● **Directions for this task**:
Using the data below, copy every line that contains the word "setLineDash".

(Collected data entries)
_ _ _ _ _
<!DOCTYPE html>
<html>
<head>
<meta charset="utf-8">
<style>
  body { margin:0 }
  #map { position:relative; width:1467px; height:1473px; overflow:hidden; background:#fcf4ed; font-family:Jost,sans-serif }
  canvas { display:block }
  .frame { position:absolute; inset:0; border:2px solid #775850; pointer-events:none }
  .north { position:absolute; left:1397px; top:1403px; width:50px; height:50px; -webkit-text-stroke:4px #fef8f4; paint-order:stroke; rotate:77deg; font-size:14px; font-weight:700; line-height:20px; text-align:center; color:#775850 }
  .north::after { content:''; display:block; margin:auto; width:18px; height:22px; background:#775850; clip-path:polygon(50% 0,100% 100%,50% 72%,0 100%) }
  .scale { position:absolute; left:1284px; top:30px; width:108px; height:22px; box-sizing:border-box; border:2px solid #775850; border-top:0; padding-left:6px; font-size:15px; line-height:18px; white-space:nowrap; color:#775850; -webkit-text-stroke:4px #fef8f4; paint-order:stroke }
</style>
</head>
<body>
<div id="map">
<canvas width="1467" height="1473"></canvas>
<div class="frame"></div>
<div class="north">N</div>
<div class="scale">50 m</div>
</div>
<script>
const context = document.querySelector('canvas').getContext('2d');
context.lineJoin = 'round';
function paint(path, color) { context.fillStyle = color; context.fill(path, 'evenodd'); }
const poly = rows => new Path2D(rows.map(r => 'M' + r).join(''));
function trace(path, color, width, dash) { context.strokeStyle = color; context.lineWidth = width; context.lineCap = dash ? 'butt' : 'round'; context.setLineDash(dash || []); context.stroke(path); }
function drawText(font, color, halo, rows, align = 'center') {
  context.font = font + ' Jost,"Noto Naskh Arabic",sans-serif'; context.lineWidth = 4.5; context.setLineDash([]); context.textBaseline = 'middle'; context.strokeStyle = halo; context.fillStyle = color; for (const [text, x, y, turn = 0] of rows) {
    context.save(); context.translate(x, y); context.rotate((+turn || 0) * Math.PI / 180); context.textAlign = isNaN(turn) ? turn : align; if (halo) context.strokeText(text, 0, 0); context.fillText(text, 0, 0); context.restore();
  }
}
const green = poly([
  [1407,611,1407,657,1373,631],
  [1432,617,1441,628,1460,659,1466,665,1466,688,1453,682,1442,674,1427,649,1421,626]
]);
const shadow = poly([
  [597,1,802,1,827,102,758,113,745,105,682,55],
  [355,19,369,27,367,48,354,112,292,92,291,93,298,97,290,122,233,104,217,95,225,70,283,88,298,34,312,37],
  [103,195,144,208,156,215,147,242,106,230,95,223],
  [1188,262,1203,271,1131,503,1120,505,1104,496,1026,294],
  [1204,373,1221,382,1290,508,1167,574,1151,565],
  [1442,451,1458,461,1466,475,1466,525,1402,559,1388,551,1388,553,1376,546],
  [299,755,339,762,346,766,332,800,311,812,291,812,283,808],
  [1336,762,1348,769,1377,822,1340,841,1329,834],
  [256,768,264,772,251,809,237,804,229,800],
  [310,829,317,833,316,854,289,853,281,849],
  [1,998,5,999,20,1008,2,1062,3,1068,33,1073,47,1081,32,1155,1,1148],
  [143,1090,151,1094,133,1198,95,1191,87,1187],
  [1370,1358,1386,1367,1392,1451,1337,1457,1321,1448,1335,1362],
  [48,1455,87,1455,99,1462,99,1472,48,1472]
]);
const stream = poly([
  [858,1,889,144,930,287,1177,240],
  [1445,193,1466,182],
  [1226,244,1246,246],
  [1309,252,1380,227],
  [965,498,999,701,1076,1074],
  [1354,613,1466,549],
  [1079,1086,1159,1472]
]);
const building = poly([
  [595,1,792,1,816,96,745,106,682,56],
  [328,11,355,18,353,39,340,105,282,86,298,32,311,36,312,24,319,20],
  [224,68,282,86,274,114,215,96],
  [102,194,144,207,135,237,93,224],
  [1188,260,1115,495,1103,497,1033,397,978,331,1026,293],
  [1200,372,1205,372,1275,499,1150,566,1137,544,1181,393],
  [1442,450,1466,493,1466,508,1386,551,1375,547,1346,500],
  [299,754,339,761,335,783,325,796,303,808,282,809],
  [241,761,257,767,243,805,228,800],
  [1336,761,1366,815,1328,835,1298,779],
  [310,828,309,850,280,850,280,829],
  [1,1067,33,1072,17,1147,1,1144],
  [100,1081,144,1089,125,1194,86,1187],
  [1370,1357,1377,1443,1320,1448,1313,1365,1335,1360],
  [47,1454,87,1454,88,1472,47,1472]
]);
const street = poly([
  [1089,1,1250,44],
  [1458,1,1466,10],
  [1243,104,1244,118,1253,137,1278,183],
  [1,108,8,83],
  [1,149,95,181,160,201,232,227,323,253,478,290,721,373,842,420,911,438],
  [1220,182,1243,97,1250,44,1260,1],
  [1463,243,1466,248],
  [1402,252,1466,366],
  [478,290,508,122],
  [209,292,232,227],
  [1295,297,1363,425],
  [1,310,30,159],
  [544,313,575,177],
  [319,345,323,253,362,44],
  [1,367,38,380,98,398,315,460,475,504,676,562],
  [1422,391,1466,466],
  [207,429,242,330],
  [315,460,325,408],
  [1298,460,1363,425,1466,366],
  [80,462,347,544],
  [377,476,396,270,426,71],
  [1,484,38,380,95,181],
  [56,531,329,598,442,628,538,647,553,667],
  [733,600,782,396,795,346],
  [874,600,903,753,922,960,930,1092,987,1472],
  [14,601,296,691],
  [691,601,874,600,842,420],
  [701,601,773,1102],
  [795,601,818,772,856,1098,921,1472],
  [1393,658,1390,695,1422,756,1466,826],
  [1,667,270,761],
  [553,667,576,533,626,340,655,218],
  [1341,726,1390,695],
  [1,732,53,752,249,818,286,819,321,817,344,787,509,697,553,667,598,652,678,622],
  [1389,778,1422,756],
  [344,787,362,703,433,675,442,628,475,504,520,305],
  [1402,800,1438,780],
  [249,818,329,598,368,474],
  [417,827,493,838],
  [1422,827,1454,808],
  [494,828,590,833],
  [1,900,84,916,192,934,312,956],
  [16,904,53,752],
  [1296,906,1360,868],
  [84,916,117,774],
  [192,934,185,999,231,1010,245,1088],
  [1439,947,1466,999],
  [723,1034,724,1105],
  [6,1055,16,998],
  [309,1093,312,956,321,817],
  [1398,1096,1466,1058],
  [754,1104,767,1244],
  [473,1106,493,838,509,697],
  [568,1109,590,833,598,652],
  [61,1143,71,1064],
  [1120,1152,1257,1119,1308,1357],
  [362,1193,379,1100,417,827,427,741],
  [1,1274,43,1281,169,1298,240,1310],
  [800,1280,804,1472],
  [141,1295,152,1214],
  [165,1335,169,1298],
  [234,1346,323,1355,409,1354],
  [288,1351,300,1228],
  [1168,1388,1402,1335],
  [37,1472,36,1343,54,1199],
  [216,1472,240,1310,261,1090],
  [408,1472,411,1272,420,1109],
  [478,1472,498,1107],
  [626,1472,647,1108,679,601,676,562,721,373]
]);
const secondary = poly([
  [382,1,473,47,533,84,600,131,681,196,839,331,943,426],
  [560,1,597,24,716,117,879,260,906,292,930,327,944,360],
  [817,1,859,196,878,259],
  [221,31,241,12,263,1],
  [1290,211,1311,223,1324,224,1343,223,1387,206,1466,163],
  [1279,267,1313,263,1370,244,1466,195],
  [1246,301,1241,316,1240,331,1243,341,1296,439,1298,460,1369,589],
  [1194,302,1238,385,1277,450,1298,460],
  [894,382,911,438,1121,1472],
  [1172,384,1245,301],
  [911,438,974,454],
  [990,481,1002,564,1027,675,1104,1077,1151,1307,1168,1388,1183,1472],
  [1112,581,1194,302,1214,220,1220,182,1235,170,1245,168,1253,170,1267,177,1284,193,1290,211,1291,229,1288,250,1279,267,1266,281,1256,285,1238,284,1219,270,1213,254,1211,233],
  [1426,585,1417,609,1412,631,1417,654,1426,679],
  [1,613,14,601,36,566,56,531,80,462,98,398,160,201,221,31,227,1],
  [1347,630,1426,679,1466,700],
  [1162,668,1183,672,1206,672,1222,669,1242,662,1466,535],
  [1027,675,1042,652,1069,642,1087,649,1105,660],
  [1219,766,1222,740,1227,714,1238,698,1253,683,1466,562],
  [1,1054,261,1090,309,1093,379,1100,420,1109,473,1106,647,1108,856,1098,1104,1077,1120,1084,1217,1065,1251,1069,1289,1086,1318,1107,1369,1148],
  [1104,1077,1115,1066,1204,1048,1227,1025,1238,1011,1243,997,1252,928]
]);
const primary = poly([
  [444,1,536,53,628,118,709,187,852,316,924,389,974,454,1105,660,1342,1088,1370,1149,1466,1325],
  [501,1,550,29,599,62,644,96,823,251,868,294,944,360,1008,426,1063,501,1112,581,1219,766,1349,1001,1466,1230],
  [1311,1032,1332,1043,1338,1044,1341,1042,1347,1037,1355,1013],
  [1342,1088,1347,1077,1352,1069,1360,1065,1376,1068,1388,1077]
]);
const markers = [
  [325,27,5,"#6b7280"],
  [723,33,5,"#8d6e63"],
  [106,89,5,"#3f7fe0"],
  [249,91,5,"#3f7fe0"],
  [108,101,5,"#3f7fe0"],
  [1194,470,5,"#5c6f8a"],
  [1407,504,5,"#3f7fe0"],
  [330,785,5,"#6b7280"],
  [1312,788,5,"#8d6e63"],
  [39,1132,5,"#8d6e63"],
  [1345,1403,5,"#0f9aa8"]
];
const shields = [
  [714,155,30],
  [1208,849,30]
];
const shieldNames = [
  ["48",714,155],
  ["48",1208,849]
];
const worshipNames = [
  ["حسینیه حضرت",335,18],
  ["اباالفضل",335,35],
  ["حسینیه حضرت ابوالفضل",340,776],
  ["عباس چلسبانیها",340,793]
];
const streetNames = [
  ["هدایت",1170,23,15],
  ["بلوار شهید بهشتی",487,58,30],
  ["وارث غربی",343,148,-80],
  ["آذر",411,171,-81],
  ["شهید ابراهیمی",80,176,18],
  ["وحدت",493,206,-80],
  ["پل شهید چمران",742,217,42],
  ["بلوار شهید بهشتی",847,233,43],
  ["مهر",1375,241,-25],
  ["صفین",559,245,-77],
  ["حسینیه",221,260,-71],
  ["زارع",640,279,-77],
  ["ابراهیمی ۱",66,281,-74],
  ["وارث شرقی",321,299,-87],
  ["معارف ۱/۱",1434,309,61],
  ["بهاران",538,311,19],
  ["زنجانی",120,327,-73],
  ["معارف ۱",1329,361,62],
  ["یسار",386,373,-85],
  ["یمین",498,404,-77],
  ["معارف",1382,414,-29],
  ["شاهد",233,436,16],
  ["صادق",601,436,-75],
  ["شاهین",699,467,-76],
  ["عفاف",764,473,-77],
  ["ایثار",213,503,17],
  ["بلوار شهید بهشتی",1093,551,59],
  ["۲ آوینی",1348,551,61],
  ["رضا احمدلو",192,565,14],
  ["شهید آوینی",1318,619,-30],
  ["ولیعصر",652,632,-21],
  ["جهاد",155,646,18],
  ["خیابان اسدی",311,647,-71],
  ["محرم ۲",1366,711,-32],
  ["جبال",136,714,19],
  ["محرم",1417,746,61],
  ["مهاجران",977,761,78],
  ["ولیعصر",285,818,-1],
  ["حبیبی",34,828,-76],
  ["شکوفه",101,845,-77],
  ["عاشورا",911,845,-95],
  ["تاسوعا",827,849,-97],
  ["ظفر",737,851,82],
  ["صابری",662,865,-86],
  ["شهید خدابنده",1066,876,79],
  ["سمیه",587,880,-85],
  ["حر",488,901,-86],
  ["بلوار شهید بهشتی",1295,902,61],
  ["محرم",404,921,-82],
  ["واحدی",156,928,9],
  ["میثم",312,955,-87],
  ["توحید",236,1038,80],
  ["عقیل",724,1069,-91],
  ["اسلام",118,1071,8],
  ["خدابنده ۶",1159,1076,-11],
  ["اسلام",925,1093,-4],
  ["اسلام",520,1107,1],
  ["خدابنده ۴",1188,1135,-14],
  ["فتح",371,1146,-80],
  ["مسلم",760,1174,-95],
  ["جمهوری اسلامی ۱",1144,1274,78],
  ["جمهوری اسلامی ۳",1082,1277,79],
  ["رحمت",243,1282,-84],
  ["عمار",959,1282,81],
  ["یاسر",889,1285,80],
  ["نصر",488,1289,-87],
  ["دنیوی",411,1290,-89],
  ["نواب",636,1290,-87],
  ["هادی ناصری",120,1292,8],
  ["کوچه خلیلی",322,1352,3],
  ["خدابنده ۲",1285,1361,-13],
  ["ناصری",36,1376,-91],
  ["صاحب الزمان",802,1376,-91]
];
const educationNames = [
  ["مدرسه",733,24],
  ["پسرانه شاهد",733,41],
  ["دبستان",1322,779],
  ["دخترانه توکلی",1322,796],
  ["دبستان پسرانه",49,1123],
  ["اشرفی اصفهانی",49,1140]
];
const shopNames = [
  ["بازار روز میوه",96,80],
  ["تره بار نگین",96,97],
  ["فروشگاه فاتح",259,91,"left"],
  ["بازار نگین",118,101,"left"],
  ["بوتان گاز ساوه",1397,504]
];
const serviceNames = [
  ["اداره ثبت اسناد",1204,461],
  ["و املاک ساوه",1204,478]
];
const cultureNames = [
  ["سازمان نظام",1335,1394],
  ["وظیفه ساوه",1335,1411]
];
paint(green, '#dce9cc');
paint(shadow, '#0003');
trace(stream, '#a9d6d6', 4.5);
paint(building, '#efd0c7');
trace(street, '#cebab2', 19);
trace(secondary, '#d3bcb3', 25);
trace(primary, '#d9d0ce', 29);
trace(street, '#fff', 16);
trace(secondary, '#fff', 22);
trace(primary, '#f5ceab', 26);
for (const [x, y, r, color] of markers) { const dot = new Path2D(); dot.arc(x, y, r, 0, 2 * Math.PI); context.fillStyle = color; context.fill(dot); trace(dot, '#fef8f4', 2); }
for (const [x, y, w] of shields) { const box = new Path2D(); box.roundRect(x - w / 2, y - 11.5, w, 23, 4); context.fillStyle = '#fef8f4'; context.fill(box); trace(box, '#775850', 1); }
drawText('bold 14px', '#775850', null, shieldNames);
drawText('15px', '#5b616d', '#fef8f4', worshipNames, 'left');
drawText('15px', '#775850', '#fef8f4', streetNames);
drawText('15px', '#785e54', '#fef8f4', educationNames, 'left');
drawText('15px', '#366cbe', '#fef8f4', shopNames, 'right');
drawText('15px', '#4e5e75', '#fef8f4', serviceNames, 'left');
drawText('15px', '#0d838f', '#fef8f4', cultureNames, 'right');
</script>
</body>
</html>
_ _ _ _ _
● **Written response**:
function trace(path, color, width, dash) { context.strokeStyle = color; context.lineWidth = width; context.lineCap = dash ? 'butt' : 'round'; context.setLineDash(dash || []); context.stroke(path); }
  context.font = font + ' Jost,"Noto Naskh Arabic",sans-serif'; context.lineWidth = 4.5; context.setLineDash([]); context.textBaseline = 'middle'; context.strokeStyle = halo; context.fillStyle = color; for (const [text, x, y, turn = 0] of rows) {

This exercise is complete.